Und wie es sich für einen solchen Film gehört wird diese perfekte Welt als nächstes von "bösen" Kriegsschiffen zerstört (das ist, wie bereits erwähnt, die Stelle, an der man berechtigt vermuten kann, worauf der Film hinaus laufen wird. Und die Vermutung wird sich bestätigen.)

Nach viel hin und her stellt sich dann heraus (Überraschung!), dass natürlich die Menschen an der Zerstörung dieser Idylle die Schuld tragen, weil sie einen Krieg im Orbit des Planeten geführt haben und der Antagonist des Films eine besondere Serie von Massenvernichtungswaffen einsetzte, obwohl er wusste, dass das den Tod des Planeten (und seiner Bewohner) bedeuten würde.
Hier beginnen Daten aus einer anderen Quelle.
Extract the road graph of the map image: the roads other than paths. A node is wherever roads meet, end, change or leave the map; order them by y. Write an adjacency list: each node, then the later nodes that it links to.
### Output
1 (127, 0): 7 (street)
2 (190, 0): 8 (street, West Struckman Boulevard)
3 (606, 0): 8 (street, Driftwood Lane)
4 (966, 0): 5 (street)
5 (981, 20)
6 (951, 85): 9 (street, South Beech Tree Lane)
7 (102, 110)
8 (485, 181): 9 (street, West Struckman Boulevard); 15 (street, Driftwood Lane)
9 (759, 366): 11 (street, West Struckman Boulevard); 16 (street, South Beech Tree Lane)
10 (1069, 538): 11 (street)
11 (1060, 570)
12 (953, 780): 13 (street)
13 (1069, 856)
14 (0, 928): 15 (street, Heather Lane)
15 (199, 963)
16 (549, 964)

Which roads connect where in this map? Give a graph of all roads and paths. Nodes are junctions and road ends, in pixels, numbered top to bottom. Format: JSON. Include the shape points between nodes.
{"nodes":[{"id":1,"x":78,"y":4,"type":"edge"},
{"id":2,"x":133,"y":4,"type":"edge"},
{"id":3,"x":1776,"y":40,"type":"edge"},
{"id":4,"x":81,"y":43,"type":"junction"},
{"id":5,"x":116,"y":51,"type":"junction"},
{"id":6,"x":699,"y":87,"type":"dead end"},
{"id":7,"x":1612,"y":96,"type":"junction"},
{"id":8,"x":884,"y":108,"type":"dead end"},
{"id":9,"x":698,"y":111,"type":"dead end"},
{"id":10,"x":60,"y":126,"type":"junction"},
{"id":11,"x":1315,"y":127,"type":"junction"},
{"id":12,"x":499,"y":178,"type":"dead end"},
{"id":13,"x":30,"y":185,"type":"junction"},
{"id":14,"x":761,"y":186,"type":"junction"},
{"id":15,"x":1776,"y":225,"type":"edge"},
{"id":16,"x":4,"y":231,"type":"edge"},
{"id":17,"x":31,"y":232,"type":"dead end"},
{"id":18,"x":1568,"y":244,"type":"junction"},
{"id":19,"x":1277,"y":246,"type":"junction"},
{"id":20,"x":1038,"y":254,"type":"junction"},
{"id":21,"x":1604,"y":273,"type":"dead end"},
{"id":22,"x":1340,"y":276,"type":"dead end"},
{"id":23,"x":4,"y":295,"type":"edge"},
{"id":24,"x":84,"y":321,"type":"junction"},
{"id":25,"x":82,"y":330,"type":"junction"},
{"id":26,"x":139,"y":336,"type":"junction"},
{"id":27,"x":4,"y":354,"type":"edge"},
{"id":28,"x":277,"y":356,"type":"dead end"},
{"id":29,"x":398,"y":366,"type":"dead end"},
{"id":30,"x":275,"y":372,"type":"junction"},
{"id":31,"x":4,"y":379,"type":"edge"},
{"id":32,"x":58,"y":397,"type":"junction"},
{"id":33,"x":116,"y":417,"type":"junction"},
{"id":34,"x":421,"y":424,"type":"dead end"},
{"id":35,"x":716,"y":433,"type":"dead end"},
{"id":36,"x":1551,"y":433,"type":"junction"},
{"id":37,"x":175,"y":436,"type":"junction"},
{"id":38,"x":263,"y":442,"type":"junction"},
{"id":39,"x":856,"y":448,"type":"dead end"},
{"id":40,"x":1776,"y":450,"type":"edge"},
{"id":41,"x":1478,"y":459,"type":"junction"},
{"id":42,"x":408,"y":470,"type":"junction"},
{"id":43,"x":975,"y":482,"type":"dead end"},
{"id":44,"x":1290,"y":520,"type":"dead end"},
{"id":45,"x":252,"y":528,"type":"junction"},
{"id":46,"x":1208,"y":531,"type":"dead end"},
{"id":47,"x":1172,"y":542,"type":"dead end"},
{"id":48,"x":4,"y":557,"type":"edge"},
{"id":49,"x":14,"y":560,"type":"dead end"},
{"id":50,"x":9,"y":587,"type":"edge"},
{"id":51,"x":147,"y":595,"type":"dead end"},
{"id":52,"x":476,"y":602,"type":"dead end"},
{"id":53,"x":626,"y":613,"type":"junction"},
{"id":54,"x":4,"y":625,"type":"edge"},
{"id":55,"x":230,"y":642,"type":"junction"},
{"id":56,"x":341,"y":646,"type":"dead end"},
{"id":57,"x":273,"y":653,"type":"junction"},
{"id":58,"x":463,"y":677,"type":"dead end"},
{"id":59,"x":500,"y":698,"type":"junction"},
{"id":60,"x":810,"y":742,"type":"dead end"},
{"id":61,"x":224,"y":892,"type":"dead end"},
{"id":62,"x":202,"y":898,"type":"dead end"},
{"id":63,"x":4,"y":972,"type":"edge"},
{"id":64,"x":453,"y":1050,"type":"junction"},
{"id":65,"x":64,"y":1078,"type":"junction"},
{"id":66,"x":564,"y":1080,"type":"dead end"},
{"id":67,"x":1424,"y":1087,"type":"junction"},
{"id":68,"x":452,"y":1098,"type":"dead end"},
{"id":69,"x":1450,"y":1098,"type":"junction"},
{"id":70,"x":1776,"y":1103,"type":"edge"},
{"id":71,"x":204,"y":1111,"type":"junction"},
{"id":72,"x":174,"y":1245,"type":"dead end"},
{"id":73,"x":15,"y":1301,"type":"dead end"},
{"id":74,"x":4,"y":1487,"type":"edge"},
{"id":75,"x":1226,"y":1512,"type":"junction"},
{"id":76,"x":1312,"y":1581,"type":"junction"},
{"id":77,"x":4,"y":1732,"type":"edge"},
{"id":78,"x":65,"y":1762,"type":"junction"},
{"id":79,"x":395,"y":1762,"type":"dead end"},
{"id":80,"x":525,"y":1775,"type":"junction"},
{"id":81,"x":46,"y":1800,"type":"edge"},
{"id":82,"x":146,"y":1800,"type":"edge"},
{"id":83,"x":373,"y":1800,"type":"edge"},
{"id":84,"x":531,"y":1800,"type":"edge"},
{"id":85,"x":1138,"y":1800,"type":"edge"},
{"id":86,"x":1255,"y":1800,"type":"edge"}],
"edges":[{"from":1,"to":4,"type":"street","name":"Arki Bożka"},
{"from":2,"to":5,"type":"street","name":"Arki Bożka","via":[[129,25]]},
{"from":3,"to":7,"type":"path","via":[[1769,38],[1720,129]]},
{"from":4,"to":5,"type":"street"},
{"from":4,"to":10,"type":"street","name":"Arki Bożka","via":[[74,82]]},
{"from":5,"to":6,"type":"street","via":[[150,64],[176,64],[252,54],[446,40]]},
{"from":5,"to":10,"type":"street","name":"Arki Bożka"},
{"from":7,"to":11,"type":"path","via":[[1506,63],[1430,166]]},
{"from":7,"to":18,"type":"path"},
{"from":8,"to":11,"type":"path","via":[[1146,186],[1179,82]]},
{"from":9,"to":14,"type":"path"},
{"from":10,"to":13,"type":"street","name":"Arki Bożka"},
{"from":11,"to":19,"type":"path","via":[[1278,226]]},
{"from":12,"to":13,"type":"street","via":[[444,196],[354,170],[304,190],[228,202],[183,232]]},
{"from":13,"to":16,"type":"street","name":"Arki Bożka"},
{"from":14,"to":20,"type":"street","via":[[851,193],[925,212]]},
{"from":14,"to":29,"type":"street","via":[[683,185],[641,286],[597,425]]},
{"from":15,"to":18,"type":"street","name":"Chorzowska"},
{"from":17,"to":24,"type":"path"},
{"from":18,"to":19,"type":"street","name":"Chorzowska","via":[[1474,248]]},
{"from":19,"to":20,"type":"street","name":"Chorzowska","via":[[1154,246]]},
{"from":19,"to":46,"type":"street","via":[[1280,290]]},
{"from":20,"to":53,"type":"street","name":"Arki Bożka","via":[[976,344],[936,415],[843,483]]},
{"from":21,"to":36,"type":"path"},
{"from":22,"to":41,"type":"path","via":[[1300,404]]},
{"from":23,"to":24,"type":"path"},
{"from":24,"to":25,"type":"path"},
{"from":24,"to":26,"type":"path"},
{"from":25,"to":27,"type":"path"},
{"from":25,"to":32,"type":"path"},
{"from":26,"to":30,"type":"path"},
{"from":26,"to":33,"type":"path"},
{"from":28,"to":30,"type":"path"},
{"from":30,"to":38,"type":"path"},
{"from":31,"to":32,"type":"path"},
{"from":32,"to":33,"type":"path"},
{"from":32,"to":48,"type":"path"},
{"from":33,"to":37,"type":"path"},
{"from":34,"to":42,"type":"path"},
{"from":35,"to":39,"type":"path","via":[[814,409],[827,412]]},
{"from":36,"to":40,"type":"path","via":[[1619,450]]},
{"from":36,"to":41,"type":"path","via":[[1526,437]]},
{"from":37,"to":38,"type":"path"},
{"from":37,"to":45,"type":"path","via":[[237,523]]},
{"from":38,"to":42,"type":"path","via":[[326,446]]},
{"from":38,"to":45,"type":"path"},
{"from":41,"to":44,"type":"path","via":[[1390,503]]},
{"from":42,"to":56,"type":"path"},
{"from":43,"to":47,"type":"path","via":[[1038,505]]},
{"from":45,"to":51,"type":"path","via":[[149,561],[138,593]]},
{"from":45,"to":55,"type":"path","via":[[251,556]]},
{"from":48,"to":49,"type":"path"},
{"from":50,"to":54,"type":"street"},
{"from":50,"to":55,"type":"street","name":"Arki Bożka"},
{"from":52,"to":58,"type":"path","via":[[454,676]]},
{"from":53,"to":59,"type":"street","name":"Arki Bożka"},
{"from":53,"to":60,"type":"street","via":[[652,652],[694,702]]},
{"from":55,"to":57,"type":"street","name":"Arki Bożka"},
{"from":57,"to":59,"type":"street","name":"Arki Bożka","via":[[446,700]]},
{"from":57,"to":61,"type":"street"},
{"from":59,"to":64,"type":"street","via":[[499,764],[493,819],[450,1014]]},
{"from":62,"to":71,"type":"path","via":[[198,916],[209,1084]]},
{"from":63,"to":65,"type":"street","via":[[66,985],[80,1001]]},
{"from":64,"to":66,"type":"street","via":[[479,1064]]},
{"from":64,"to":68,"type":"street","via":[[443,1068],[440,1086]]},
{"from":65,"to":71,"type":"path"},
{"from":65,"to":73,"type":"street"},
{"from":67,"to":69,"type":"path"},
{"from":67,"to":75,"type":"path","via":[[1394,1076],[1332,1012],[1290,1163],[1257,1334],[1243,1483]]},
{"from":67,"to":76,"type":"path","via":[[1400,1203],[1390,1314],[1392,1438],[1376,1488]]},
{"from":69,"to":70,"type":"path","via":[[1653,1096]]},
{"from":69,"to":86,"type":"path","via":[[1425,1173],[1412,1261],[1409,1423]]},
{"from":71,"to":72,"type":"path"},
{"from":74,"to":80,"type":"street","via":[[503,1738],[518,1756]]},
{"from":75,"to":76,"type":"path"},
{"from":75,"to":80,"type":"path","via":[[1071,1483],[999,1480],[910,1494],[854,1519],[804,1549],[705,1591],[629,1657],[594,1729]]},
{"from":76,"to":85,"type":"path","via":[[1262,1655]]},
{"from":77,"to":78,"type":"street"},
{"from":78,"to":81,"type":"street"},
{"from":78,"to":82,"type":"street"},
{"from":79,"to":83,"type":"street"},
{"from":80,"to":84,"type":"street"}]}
Anschließend hat er diesen Umstand vertutscht. Mit der Begründung, dass, falls es herauskäme, die menschliche Wirtschaft(!) durch Reparationen nahezu zerstört würde. Vulgo der Kapitalismus. Und als guter Kapitalist kann er das ja nicht zulassen und versucht jeden umzubringen, der es heraus findet.
Die "edlen Wilden" wiederum (die, die die Katastrophe überlebt haben), sind aber gar nicht an Reparationen interessiert, sondern brauchen nur eine spezielle Kreatur, um an Bord eines selbst gebauten Raumschiffes wieder im Einklang mit der Natur zu leben. Um die zwei Hauptprotagonisten (zwei Agenten) mit der Kreatur zu sich zu locken, entführen sie den Antagonisten und setzen sich dabei problemlos über alle Soldaten, die ihnen entgegen geworfen werden, hinweg. Dabei verletzten sie niemanden. Am Ende übergeben ihnen die Agenten die Kreatur und, lassen den Antagonisten gefesselt zurück und fliegen davon (sozusagen "in den Sonnenuntergang").

Alles in allem ist das der feuchte Traum eines Ökobewegten. Edle "Wilde" (fehlt eigentlich noch der Migrantenseitenhieb) leben in perfekter Harmonie, werden von bösen Kapitalisten in Millionen ermordet, besiegen diese Kapitalisten, ohne auch nur einen Tropfen Blut zu vergiessen, vergehen sich nicht einmal an dem Massenmörder und fliegen in Frieden davon. Den Film hat die Welt noch gebraucht.

Der Film ist nicht viel mehr als eine große Echokammer des Zeitgeistes. Das kann man machen, und auch wenn der Film bisher nicht so eingeschlagen ist, so denke ich nicht, dass man am Ende nicht auch etwas damit verdienen wird (besser hat die Nummer bei Avatar funktioniert, der ähnlich hirnlos war, aber durch seine damals revolutionäre 3D Technik einen Milliardenumsatz produziert hat). Was aber nix daran ändert das der Film als solcher extrem mäßig bis schlecht ist und kaum lange in Erinnerung bleiben wird. Einige werden das vielleicht darauf zurück führen mögen, dass es sich eben um eine Comic-Verfilmung handelt, und man entsprechend nicht so viel Tiefgründigkeit von der Handlung erwarten kann. Dem würde ich aber entgegenhalten, dass es inzwischen haufenweise gute bis sehr gute Comicverfilmugen, von Marvels Avengers bis zu V for Vendatta, gibt, die dieses Werk hier weit in den Schatten stellen. Selbst die viel gescholtenen Judge-Dredd Adaptionen sind weit besser und tiefgründiger.

Insgesamt ist der Film sicher nicht so schlimm wie der auch schon einmal hier thematiserte Ghostbusters, aber Zeitverschwendung ist es trotzdem und die paar Euro sind in einer kleinen Kiste Bier oder einer Pizza sicher besser investiert.